# What is needed
Return the listing that follows exactly, with no pictures included.

# Records supplied
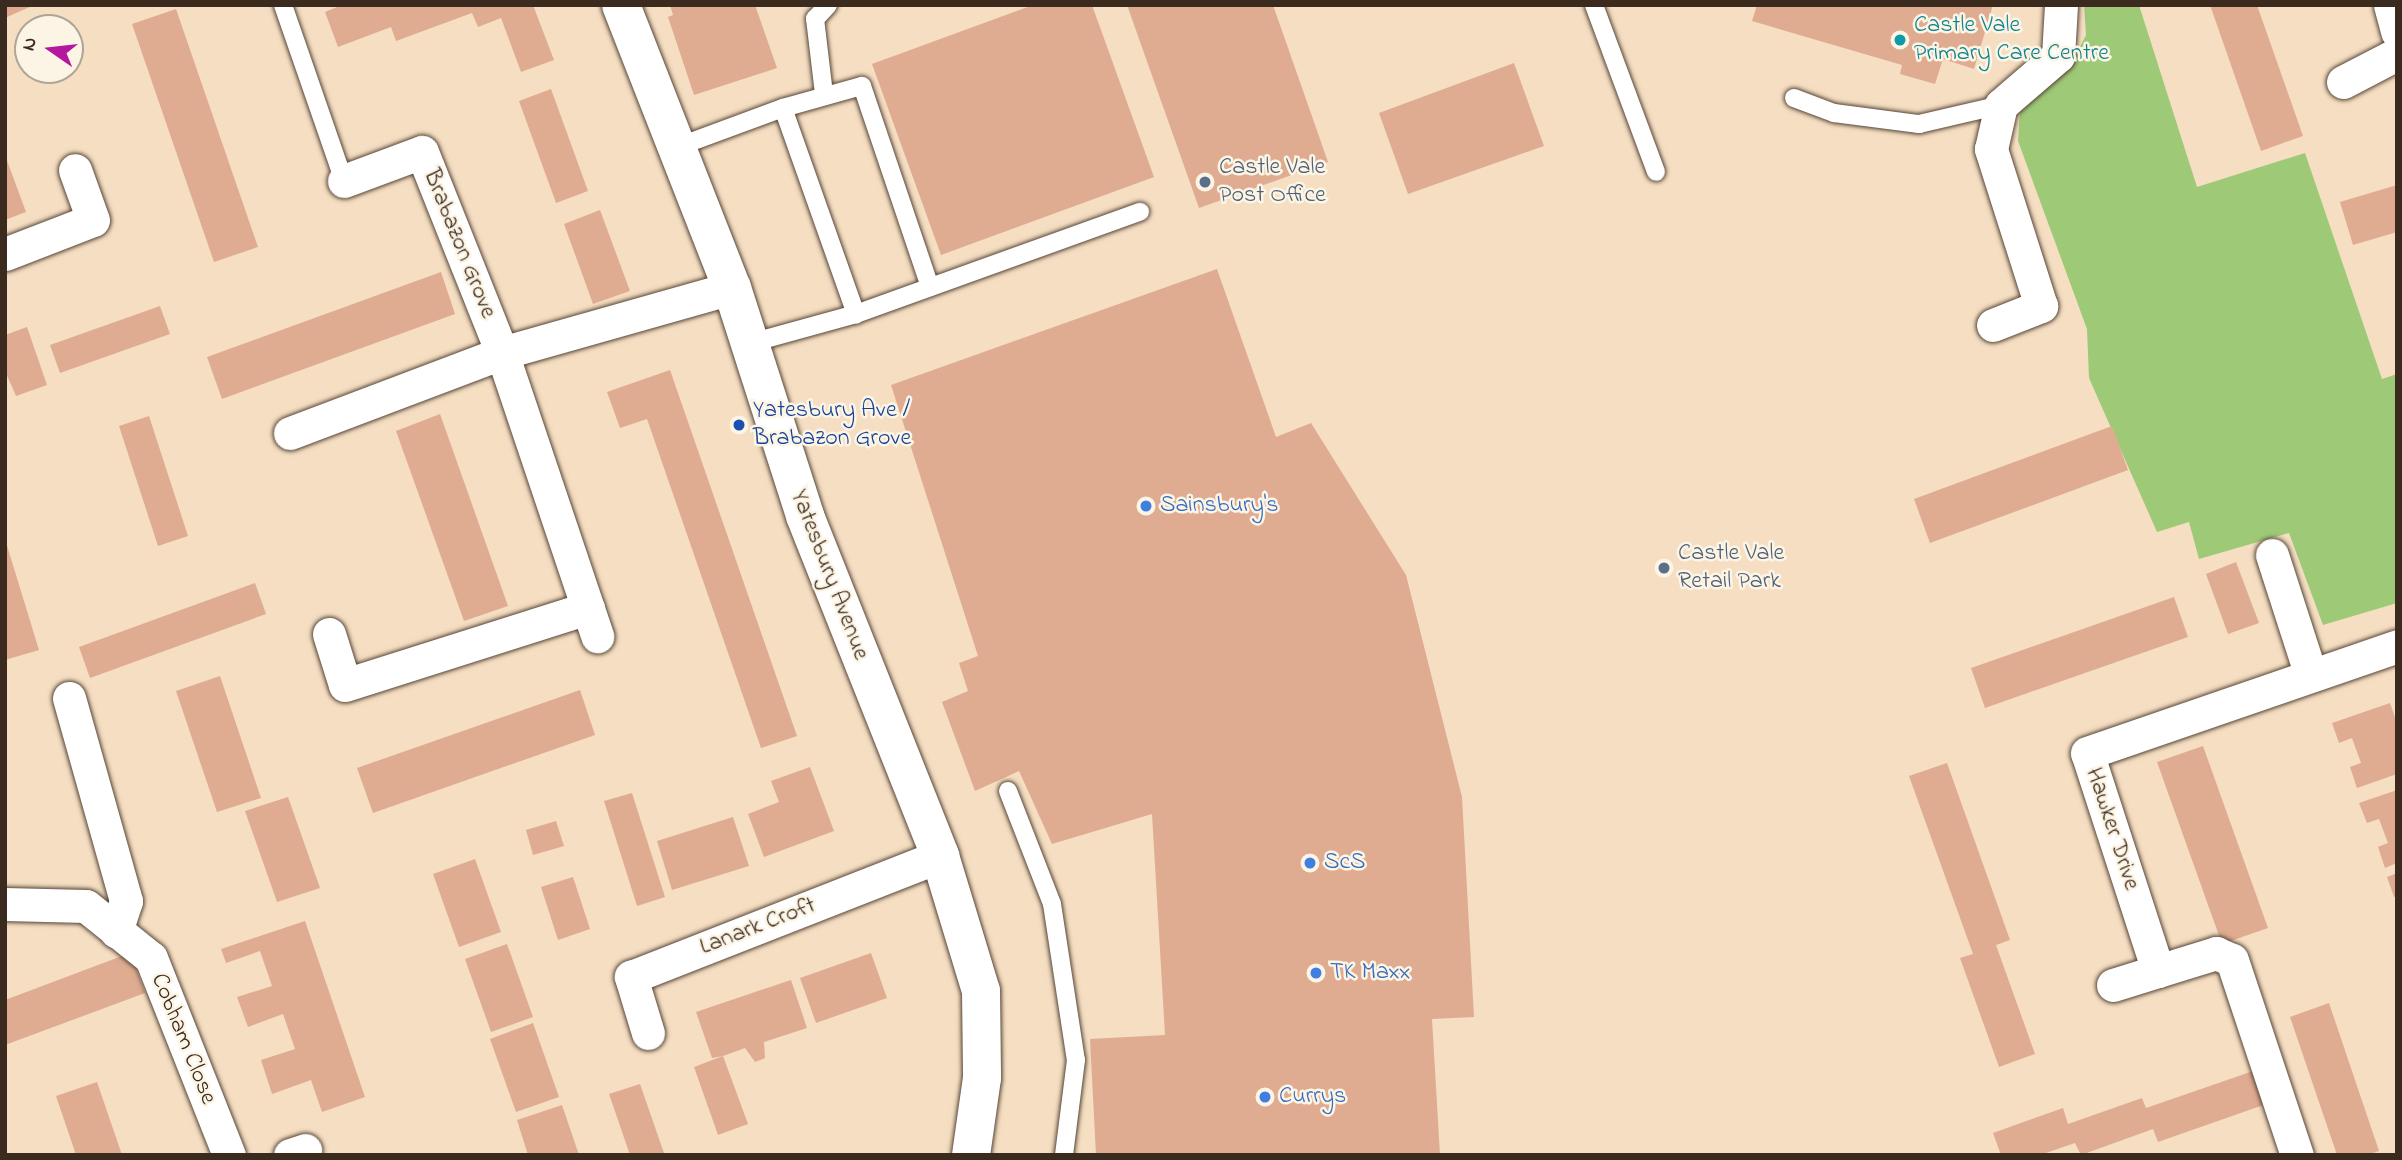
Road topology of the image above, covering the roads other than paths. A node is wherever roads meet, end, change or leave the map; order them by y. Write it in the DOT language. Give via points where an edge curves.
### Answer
graph roads {
  1 [pos="283,5"];
  2 [pos="621,5"];
  3 [pos="828,5"];
  4 [pos="1594,5"];
  5 [pos="2061,5"];
  6 [pos="2390,5"];
  7 [pos="2397,32"];
  8 [pos="2397,54"];
  9 [pos="2343,82"];
  10 [pos="824,94"];
  11 [pos="1794,98"];
  12 [pos="2001,105"];
  13 [pos="783,108"];
  14 [pos="680,146"];
  15 [pos="75,170"];
  16 [pos="1656,172"];
  17 [pos="344,181"];
  18 [pos="1140,212"];
  19 [pos="5,254"];
  20 [pos="930,287"];
  21 [pos="732,288"];
  22 [pos="856,314"];
  23 [pos="1993,324"];
  24 [pos="747,344"];
  25 [pos="502,353"];
  26 [pos="290,433"];
  27 [pos="2272,555"];
  28 [pos="329,634"];
  29 [pos="2397,646"];
  30 [pos="2310,673"];
  31 [pos="69,698"];
  32 [pos="1008,791"];
  33 [pos="940,856"];
  34 [pos="5,904"];
  35 [pos="117,931"];
  36 [pos="2158,971"];
  37 [pos="2113,985"];
  38 [pos="648,1033"];
  39 [pos="229,1155"];
  40 [pos="971,1155"];
  41 [pos="1065,1155"];
  42 [pos="2297,1155"];
  1 -- 17 [label="lane, Brabazon Grove"];
  2 -- 14 [label="street, Yatesbury Avenue"];
  3 -- 10 [label="lane" via="815,19"];
  4 -- 16 [label="lane"];
  5 -- 12 [label="street" via="2058,56"];
  6 -- 7 [label="street"];
  8 -- 9 [label="street"];
  10 -- 13 [label="lane"];
  10 -- 20 [label="lane" via="858,85 865,90"];
  11 -- 12 [label="lane" via="1834,113 1919,124"];
  12 -- 23 [label="street" via="1991,149 2041,306"];
  13 -- 14 [label="lane"];
  13 -- 22 [label="lane"];
  14 -- 21 [label="street, Yatesbury Avenue"];
  15 -- 19 [label="street" via="93,220"];
  17 -- 25 [label="street, Brabazon Grove" via="422,152"];
  18 -- 20 [label="lane"];
  20 -- 22 [label="lane"];
  21 -- 24 [label="street, Yatesbury Avenue"];
  21 -- 25 [label="street"];
  22 -- 24 [label="lane"];
  24 -- 33 [label="street, Yatesbury Avenue" via="805,516"];
  25 -- 26 [label="street"];
  25 -- 28 [label="street, Brabazon Grove" via="593,622 345,685"];
  27 -- 30 [label="street"];
  29 -- 30 [label="street, Hawker Drive"];
  30 -- 36 [label="street, Hawker Drive" via="2087,753"];
  31 -- 35 [label="street" via="126,901"];
  32 -- 41 [label="lane" via="1052,904 1076,1060"];
  33 -- 38 [label="street, Lanark Croft" via="631,976"];
  33 -- 40 [label="street, Yatesbury Avenue" via="981,990 982,1078"];
  34 -- 35 [label="street, Cobham Close" via="86,906"];
  35 -- 39 [label="street, Cobham Close" via="151,958"];
  36 -- 37 [label="street"];
  36 -- 42 [label="street" via="2216,953 2231,961"];
}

# Task answer
Road topology of the image above, covering the roads other than paths. A node is wherever roads meet, end, change or leave the map; order them by y. Write it in the DOT language. Give via points where an edge curves.
### Answer
graph roads {
  1 [pos="283,5"];
  2 [pos="621,5"];
  3 [pos="828,5"];
  4 [pos="1594,5"];
  5 [pos="2061,5"];
  6 [pos="2390,5"];
  7 [pos="2397,32"];
  8 [pos="2397,54"];
  9 [pos="2343,82"];
  10 [pos="824,94"];
  11 [pos="1794,98"];
  12 [pos="2001,105"];
  13 [pos="783,108"];
  14 [pos="680,146"];
  15 [pos="75,170"];
  16 [pos="1656,172"];
  17 [pos="344,181"];
  18 [pos="1140,212"];
  19 [pos="5,254"];
  20 [pos="930,287"];
  21 [pos="732,288"];
  22 [pos="856,314"];
  23 [pos="1993,324"];
  24 [pos="747,344"];
  25 [pos="502,353"];
  26 [pos="290,433"];
  27 [pos="2272,555"];
  28 [pos="329,634"];
  29 [pos="2397,646"];
  30 [pos="2310,673"];
  31 [pos="69,698"];
  32 [pos="1008,791"];
  33 [pos="940,856"];
  34 [pos="5,904"];
  35 [pos="117,931"];
  36 [pos="2158,971"];
  37 [pos="2113,985"];
  38 [pos="648,1033"];
  39 [pos="229,1155"];
  40 [pos="971,1155"];
  41 [pos="1065,1155"];
  42 [pos="2297,1155"];
  1 -- 17 [label="lane, Brabazon Grove"];
  2 -- 14 [label="street, Yatesbury Avenue"];
  3 -- 10 [label="lane" via="815,19"];
  4 -- 16 [label="lane"];
  5 -- 12 [label="street" via="2058,56"];
  6 -- 7 [label="street"];
  8 -- 9 [label="street"];
  10 -- 13 [label="lane"];
  10 -- 20 [label="lane" via="858,85 865,90"];
  11 -- 12 [label="lane" via="1834,113 1919,124"];
  12 -- 23 [label="street" via="1991,149 2041,306"];
  13 -- 14 [label="lane"];
  13 -- 22 [label="lane"];
  14 -- 21 [label="street, Yatesbury Avenue"];
  15 -- 19 [label="street" via="93,220"];
  17 -- 25 [label="street, Brabazon Grove" via="422,152"];
  18 -- 20 [label="lane"];
  20 -- 22 [label="lane"];
  21 -- 24 [label="street, Yatesbury Avenue"];
  21 -- 25 [label="street"];
  22 -- 24 [label="lane"];
  24 -- 33 [label="street, Yatesbury Avenue" via="805,516"];
  25 -- 26 [label="street"];
  25 -- 28 [label="street, Brabazon Grove" via="593,622 345,685"];
  27 -- 30 [label="street"];
  29 -- 30 [label="street, Hawker Drive"];
  30 -- 36 [label="street, Hawker Drive" via="2087,753"];
  31 -- 35 [label="street" via="126,901"];
  32 -- 41 [label="lane" via="1052,904 1076,1060"];
  33 -- 38 [label="street, Lanark Croft" via="631,976"];
  33 -- 40 [label="street, Yatesbury Avenue" via="981,990 982,1078"];
  34 -- 35 [label="street, Cobham Close" via="86,906"];
  35 -- 39 [label="street, Cobham Close" via="151,958"];
  36 -- 37 [label="street"];
  36 -- 42 [label="street" via="2216,953 2231,961"];
}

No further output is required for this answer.